◆ TASK STATEMENT ◆
Each line of the records below that contains "points" needs to be copied.

◆ THE DATA ◆
=== Section Start ===
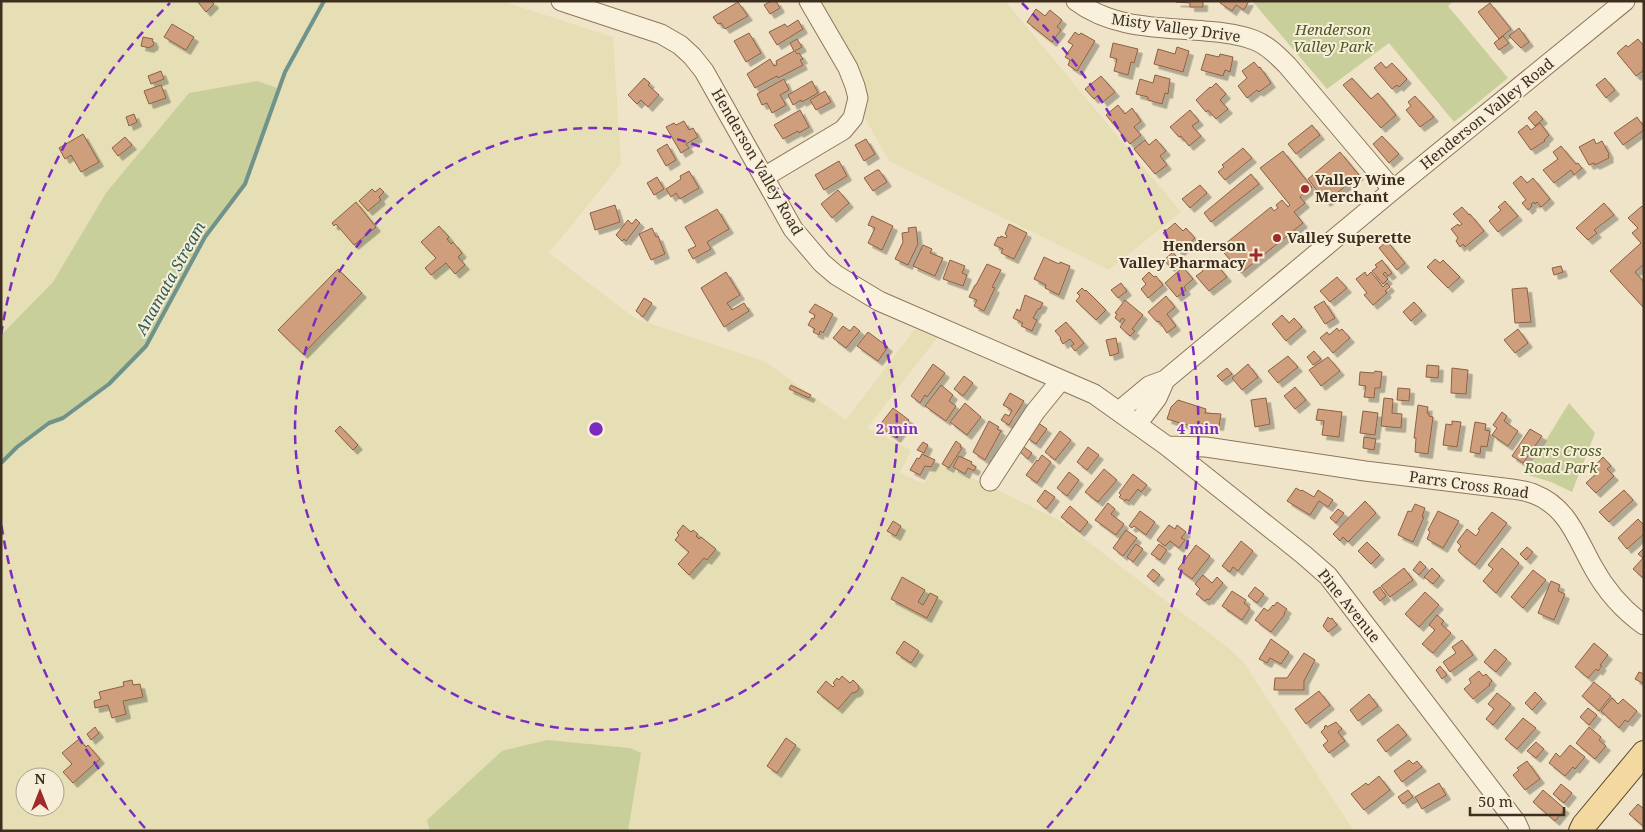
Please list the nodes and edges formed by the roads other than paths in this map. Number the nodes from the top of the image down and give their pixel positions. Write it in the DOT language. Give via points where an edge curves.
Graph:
=== Section End ===
=== Section Start ===
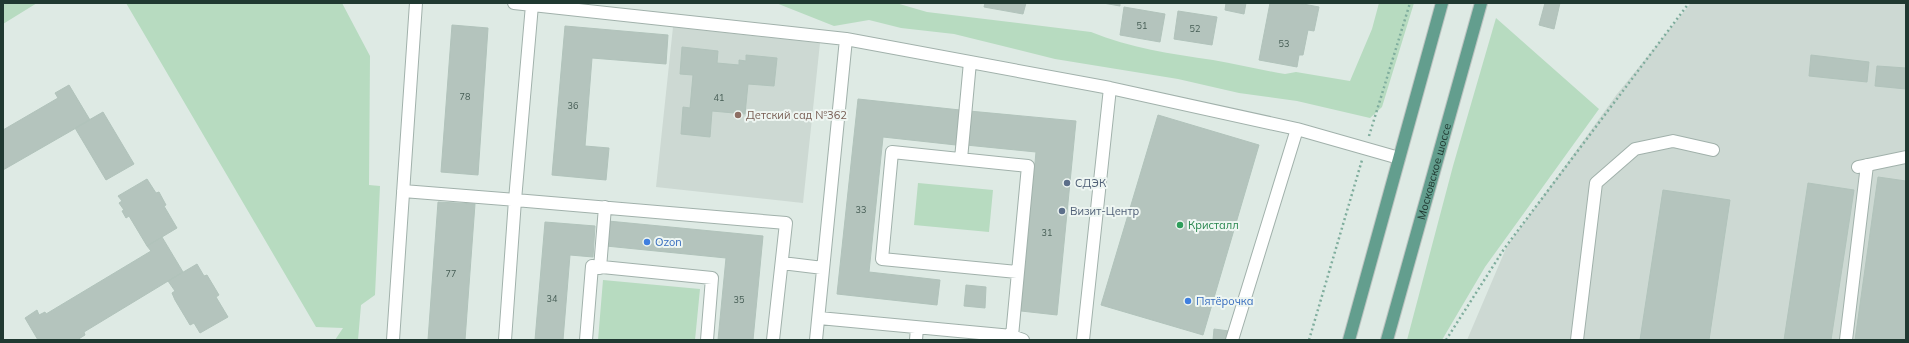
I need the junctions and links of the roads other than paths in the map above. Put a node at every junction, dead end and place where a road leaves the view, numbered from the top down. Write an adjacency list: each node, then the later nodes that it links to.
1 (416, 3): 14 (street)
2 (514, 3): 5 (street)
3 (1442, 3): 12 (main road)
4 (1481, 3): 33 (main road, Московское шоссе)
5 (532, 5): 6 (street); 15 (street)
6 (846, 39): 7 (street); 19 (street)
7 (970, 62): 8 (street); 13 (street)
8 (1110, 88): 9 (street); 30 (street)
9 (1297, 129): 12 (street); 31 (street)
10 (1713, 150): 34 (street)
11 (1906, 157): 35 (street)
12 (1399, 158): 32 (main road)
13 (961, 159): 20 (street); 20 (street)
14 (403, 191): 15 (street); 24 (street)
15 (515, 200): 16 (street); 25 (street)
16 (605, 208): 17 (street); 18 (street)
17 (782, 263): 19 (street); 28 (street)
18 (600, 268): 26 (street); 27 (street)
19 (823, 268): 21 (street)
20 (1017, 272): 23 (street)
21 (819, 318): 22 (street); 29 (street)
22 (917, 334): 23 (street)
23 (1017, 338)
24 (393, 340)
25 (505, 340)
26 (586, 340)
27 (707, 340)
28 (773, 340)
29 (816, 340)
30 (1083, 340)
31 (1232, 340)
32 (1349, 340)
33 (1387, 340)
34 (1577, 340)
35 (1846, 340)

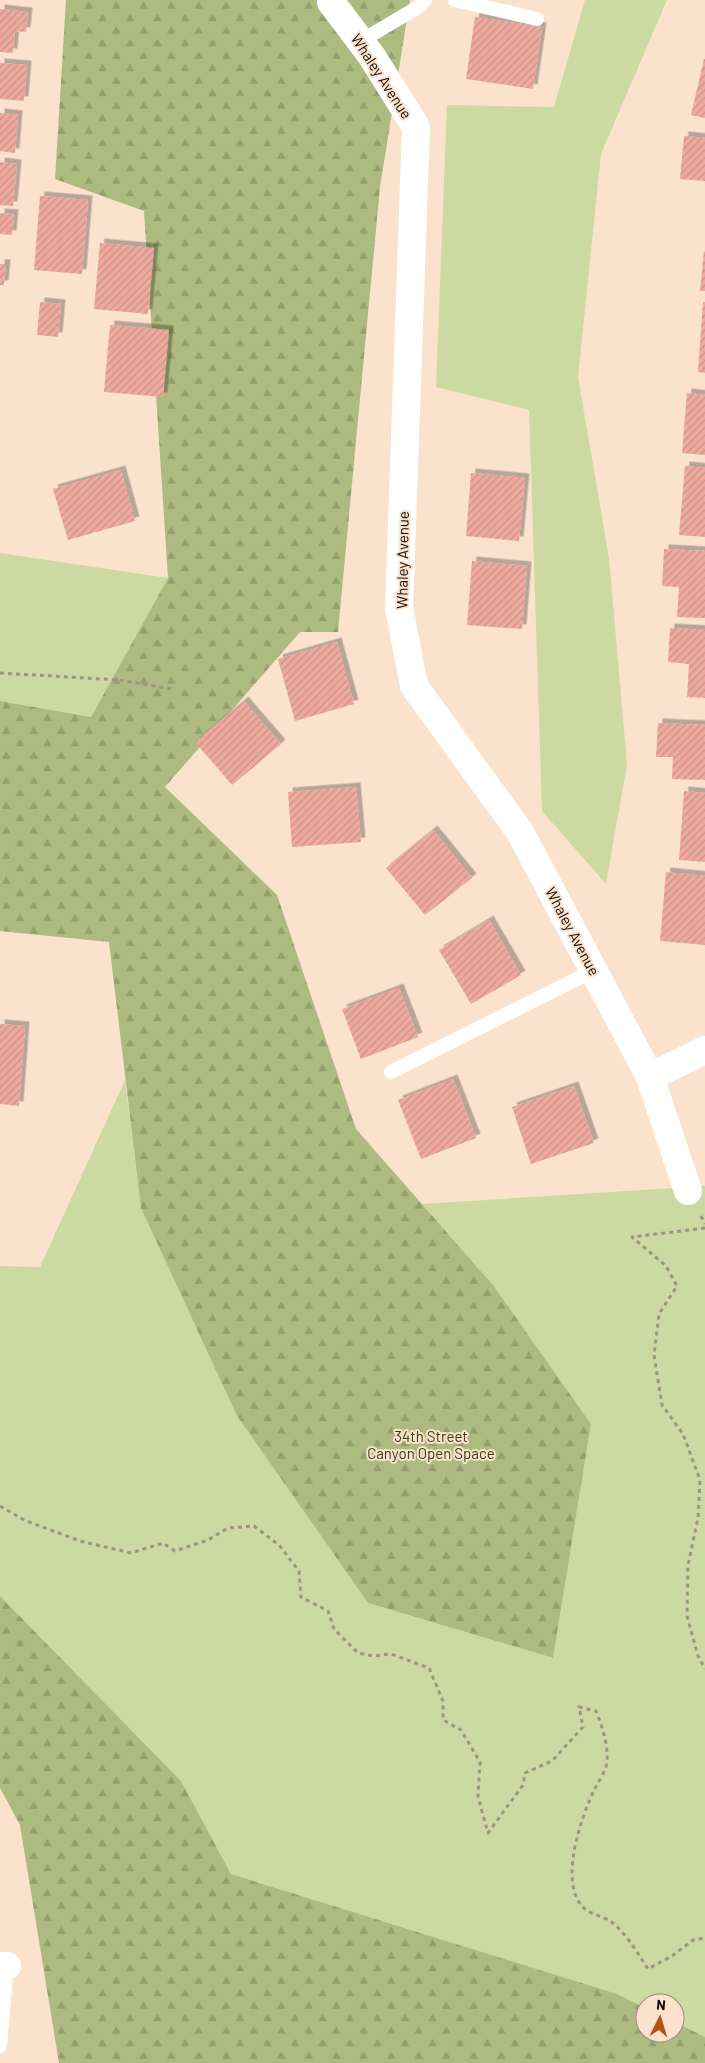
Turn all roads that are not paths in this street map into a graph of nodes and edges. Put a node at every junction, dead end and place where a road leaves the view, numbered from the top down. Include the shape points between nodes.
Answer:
=== Section End ===
=== Section Start ===
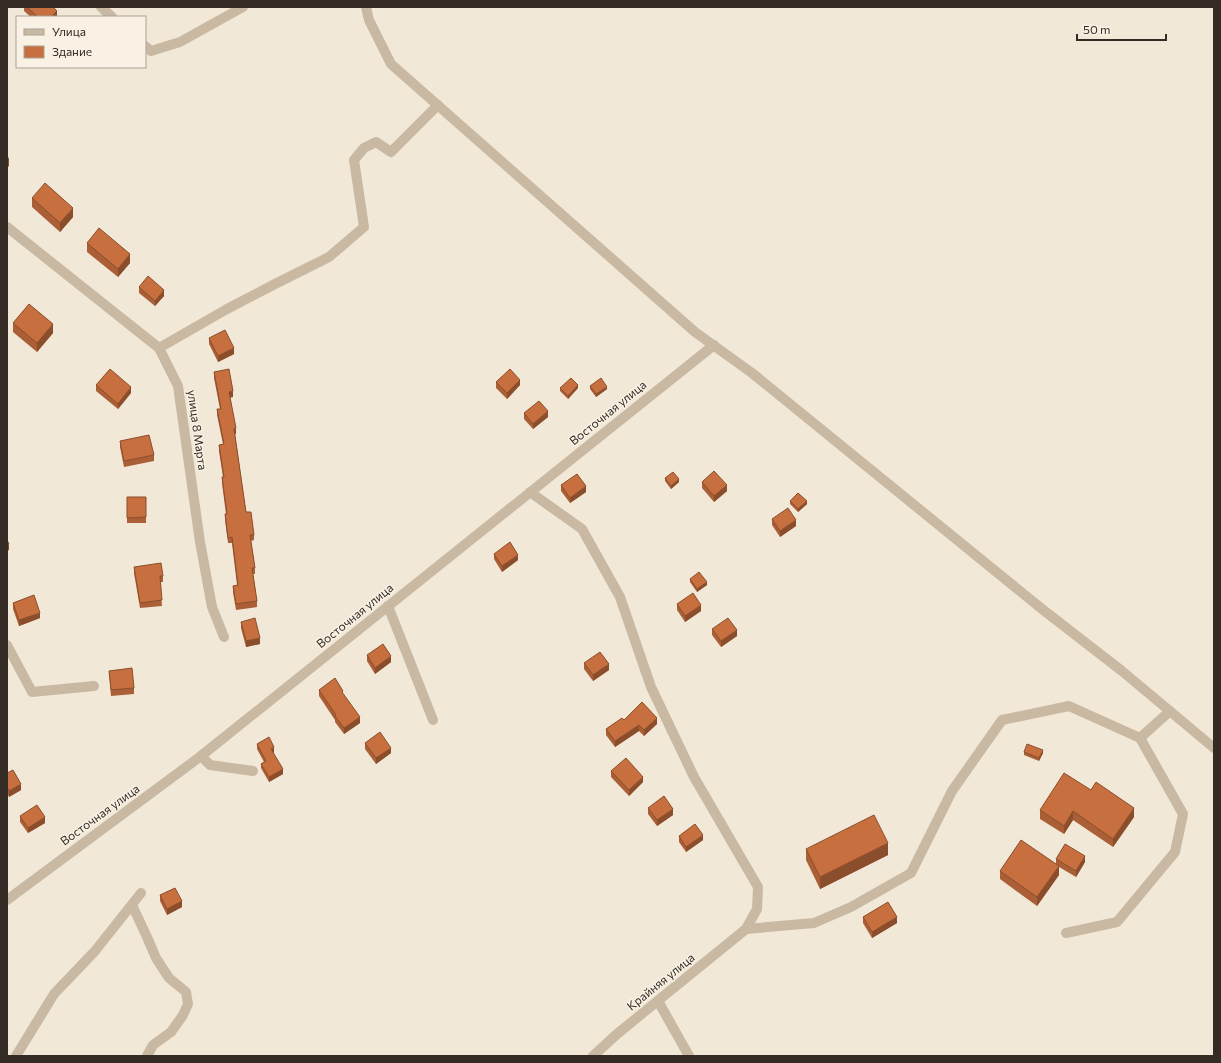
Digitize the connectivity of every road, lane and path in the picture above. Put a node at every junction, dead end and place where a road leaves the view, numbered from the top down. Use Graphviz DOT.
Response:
=== Section End ===
◆ ANSWER ◆
Please list the nodes and edges formed by the roads other than paths in this map. Number the nodes from the top of the image down and give their pixel positions. Write it in the DOT language. Give via points where an edge curves.
Turn all roads that are not paths in this street map into a graph of nodes and edges. Put a node at every junction, dead end and place where a road leaves the view, numbered from the top down. Include the shape points between nodes.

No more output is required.